_TASK PROMPT_
Lines before the one containing "thumb tip: (236, 127)" are left out; output the rest of the data exactly, through the final line.

_DATA FOR PROCESSING_
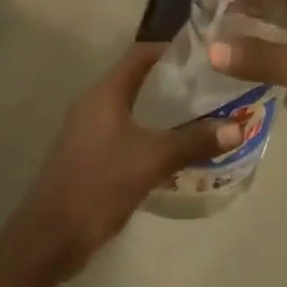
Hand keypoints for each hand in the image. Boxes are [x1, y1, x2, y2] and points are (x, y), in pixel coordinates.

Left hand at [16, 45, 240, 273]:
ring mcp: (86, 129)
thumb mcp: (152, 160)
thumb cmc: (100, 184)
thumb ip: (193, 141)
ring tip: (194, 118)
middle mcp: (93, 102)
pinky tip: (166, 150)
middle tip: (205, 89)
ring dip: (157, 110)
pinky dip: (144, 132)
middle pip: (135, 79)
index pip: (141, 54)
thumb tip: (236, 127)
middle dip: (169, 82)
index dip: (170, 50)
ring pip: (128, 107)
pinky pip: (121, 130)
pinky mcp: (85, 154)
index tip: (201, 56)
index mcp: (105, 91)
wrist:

_PROBLEM SOLUTION_
thumb tip: (236, 127)
middle dip: (169, 82)
index dip: (170, 50)
ring pip: (128, 107)
pinky pip: (121, 130)
pinky mcp: (85, 154)
index tip: (201, 56)
index mcp: (105, 91)
wrist:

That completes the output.